Exercise: In the records that come next, find every line with "highway". Return those lines.

__________________________________________________

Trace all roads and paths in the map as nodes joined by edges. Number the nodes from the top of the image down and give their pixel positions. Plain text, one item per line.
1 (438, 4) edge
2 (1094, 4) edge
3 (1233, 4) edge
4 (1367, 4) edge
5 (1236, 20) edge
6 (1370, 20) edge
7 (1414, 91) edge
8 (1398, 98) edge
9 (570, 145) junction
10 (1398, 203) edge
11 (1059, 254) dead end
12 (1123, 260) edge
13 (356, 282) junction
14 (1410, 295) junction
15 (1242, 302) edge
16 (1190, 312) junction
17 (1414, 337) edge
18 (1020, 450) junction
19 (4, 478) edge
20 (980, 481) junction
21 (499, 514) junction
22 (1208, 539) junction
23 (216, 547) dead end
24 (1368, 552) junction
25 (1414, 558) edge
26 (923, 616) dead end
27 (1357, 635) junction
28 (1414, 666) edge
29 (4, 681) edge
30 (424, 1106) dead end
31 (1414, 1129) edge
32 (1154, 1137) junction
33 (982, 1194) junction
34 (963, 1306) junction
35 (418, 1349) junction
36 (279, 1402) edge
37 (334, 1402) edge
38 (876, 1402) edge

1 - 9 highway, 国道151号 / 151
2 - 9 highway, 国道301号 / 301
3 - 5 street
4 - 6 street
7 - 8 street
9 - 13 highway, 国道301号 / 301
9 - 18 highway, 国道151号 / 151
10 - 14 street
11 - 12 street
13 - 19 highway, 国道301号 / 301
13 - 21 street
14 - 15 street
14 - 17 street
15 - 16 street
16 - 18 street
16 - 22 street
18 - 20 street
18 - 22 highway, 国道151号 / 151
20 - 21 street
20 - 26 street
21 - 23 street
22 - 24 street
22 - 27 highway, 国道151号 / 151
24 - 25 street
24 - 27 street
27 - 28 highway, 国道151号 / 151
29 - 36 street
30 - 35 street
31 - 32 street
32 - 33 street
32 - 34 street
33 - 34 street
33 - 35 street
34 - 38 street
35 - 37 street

__________________________________________________

Output for this task:
1 - 9 highway, 国道151号 / 151
2 - 9 highway, 国道301号 / 301
9 - 13 highway, 国道301号 / 301
9 - 18 highway, 国道151号 / 151
13 - 19 highway, 国道301号 / 301
18 - 22 highway, 国道151号 / 151
22 - 27 highway, 国道151号 / 151
27 - 28 highway, 国道151号 / 151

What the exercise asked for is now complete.